The APS cartridge was completely redesigned as the normal 35mm canister was not able to stand up to the new rigours and mechanical processes required for the new format. The new canister is oval in shape with a shutter over the film door instead of the usual felt strips on 35mm canisters. The spool sits flush with the top surface increasing the compactness and robustness of the design. The label has a bar coded and numeric format serial number which is used to track and match the canister, film and consumer while the film is being developed.

Figure 10 - APS Canister End (Data Disk)On one end of the canister is a "data disk" which is the equivalent of DX coding on a normal 35mm camera. The data disk stores the film speed, number of exposures and exposure latitude for the film. Like the optical data storage mentioned earlier, this is another mechanism which simplifies APS cameras mechanically and makes use of existing technology. The opposite end of the canister has a basic film status indicator. A white marker appears in one of the four symbols indicating the current state of the film inside the cartridge. The four positions are defined as follows -

1 - (circle) - unexposed film
2 - (semicircle) - partially exposed film
3 - (cross) - fully exposed film
4 - (square) - developed film
Figure 11 - APS Canister End (Status Indicator)
Figure 11 - APS Canister End (Status Indicator)

Figure 12 - Drop in Film LoadingThe cartridge is designed to be dropped into the camera. Once the film door is closed, the camera will automatically open the shutter on the cartridge and feed the film onto the take up spool. When the film has been used, or is ejected from the camera, the appropriate symbol is set on the top of cartridge, the film rewound and the shutter closed. The negatives are returned to the consumer in the cartridge after processing and developing. The cartridge therefore becomes a storage medium which provides protection for the negatives as well as easy reference via the serial number.

Figure 13 - APS Certified Lab Logo
Figure 13 - APS Certified Lab Logo

A number of changes have had to be made at the photographic labs in order to meet the specifications for APS. Labs that meet these standards can be certified and use the relevant APS logo in their advertising. The certification is intended to be an assurance for the consumer and implies that the lab can develop and print APS films to a minimum standard and provide as a basic service the following -

  1. Return processed negatives inside the canister.
  2. Provide an index print (similar to a contact sheet) of all the photographs.
  3. Print all the pictures in the appropriate format on the appropriate sized paper.
  4. Use the IX information stored on the film to set the exposure for the prints.
  5. Back printing the serial number, frame number, lab number and any IX information (minimum of 80 characters of data).

APS film is developed in standard C41 colour chemistry and can use the same film processing equipment as 35mm film. In order to simplify the mechanics of the process, the APS film is generally removed from the canister at the beginning of the process and loaded into bulk cartridges before being developed in the film processor unit. The processed negative strip is then matched with its original canister and reinserted.

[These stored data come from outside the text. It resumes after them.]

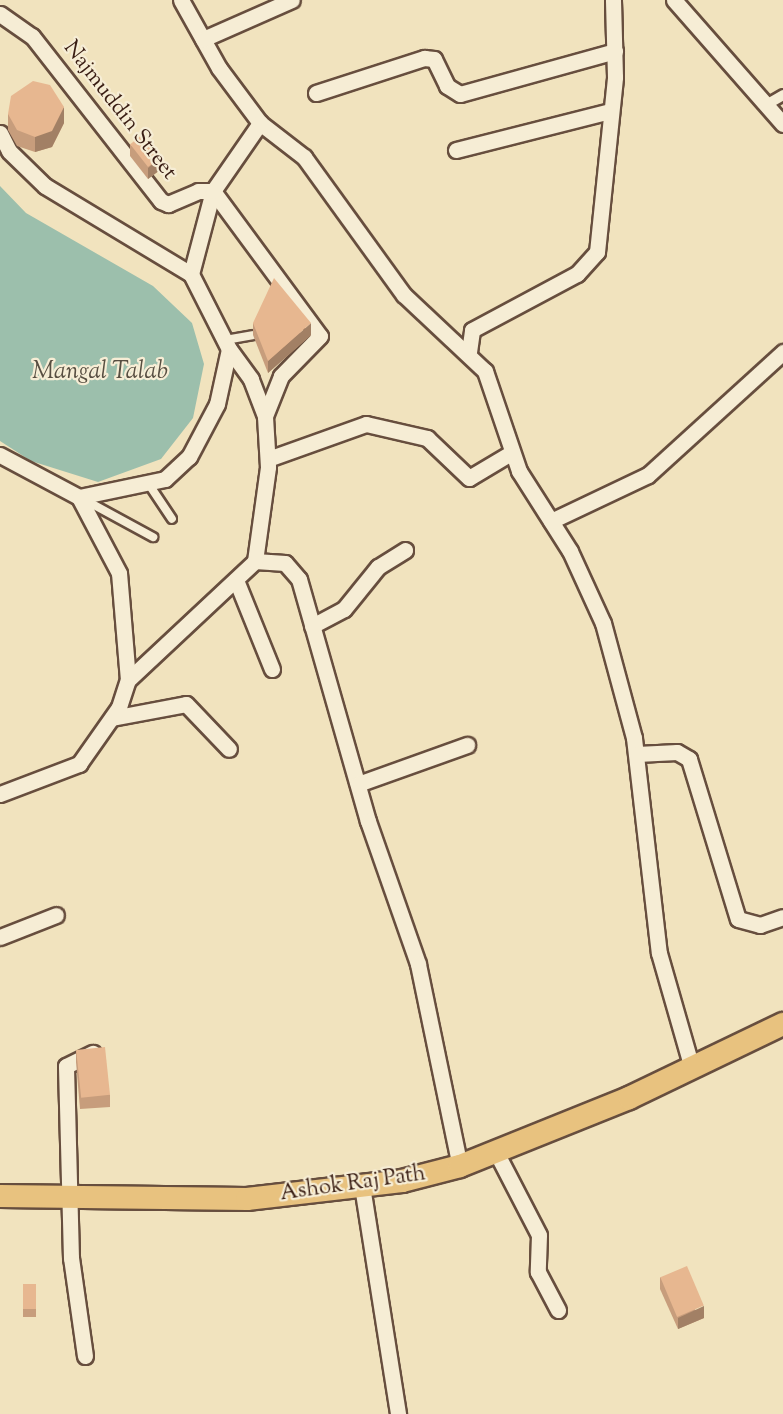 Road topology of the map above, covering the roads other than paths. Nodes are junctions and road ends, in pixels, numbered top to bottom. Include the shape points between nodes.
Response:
1 (181, 0) edge
2 (292, 0) edge
3 (613, 0) edge
4 (674, 0) edge
5 (0, 14) edge
6 (203, 39) junction
7 (615, 51) junction
8 (316, 93) dead end
9 (783, 94) edge
10 (766, 105) junction
11 (610, 111) junction
12 (260, 123) junction
13 (783, 124) edge
14 (0, 134) edge
15 (456, 150) dead end
16 (213, 191) junction
17 (190, 274) junction
18 (253, 335) edge
19 (227, 344) junction
20 (469, 352) junction
21 (783, 352) edge
22 (265, 416) junction
23 (511, 453) junction
24 (0, 455) edge
25 (268, 459) junction
26 (148, 483) junction
27 (79, 497) junction
28 (172, 519) dead end
29 (551, 521) junction
30 (153, 537) dead end
31 (405, 550) dead end
32 (255, 561) junction
33 (236, 580) junction
34 (312, 626) junction
35 (272, 669) dead end
36 (128, 680) junction
37 (112, 718) junction
38 (467, 745) dead end
39 (229, 749) dead end
40 (637, 754) junction
41 (358, 784) junction
42 (0, 794) edge
43 (57, 915) dead end
44 (783, 917) edge
45 (0, 937) edge
46 (783, 1024) edge
47 (105, 1050) edge
48 (692, 1068) junction
49 (496, 1152) junction
50 (460, 1166) junction
51 (362, 1186) junction
52 (0, 1196) edge
53 (71, 1201) junction
54 (558, 1310) dead end
55 (85, 1356) dead end
56 (398, 1414) edge

1 - 6 street
2 - 6 street
3 - 7 street
4 - 10 street
5 - 16 street, Najmuddin Street via 32,36 161,201 168,204 198,191
6 - 12 street
7 - 8 street via 460,94 447,86 434,59 424,58
7 - 11 street
9 - 10 street
10 - 13 street
11 - 15 street
11 - 20 street via 601,237 593,259 577,274 472,330
12 - 16 street
12 - 20 street via 304,157 404,295
14 - 17 street via 9,151 45,186
16 - 17 street
16 - 22 street via 321,336 281,376
17 - 19 street
18 - 19 lane
19 - 22 street via 251,379
19 - 26 street via 217,404 189,457 165,479
20 - 23 street via 485,371
21 - 29 street via 648,475
22 - 25 street
23 - 25 street via 469,478 427,438 366,424
23 - 29 street
24 - 27 street
25 - 32 street
26 - 27 street
26 - 28 lane
27 - 30 lane
27 - 36 street via 119,573
29 - 40 street via 603,623
31 - 34 street via 378,567 344,609
32 - 33 street
32 - 34 street via 293,569
33 - 35 street
33 - 36 street
34 - 41 street
36 - 37 street
37 - 39 street via 186,704
37 - 42 street via 79,764
38 - 41 street
40 - 44 street via 677,752 689,759 738,919 760,925
40 - 48 street via 659,953
41 - 50 street via 418,964
43 - 45 street
46 - 48 main road, Ashok Raj Path
47 - 53 street via 70,1060 66,1066
48 - 49 main road, Ashok Raj Path
49 - 50 main road, Ashok Raj Path
49 - 54 street via 539,1235 538,1272
50 - 51 main road, Ashok Raj Path
51 - 53 main road, Ashok Raj Path via 247,1199
51 - 56 street
52 - 53 main road, Ashok Raj Path
53 - 55 street via 72,1281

It is at the printing stage however, where the real enhancements have been made to the processing system. The printing system has to be able to read the IX information that is stored both optically and magnetically on the film in order to print the picture correctly. Standard 35mm printing systems can print the APS negatives but none of the advanced features of APS would be available and a lot of manual intervention would be required.

The primary use of the IX system is to provide instructions to the Photo Finishing Lab on how to print each individual picture. The typical kind of information stored about each print is the format, date, title, number of copies, aperture, shutter speed, film ISO rating, exposure compensation, lens focal length, maximum focal length of the lens and PQI (Print Quality Information).

When a print is made from a negative using an automatic system, the printer exposes the paper for an average print, that is, one with an average tonal value of 18% grey. This system produces good results on average but a high proportion of prints come out incorrectly because they are taken under complex lighting conditions. Newer systems use an evaluative metering system which analyses the tonal value from a number of sectors on each negative and these results are used to set the overall exposure. The printing machines are also able to analyse each negative as it is processed and adjust the exposure accordingly. While these systems offer a larger degree of automation and accuracy, they still do not give reliable results because they are easily tricked by difficult lighting conditions like backlighting.

Figure 14 - Fuji SFA258 APS Print ProcessorThe PQI (Print Quality Information) stored on APS film is intended to reduce the margin of error in the printing equipment by providing detailed information about the exposure. The simple philosophy behind PQI is that the more information about the scene being photographed that can be supplied to the printer, the more accurate or faithful the print will be. The PQI information that can be generated by the camera includes cartridge load direction, magnification, flash fire, flash exposure, camera orientation, back light, metering range, subject brightness, artificial illuminate etc. Some of the functions like cartridge load direction may seem pretty esoteric but they are important as they help define the orientation of the horizon and the picture. Most pictures will have a range of tones which vary from light at the top to dark at the bottom corresponding to the transition from sky to ground. If the tonal range is reversed because of the orientation of the film in the camera, and the printing system is not aware of this, the exposure will be set incorrectly as the assumption will be that the photograph has a dark sky. PQI is an optional feature which can be implemented to varying degrees by the camera manufacturers to enhance their products.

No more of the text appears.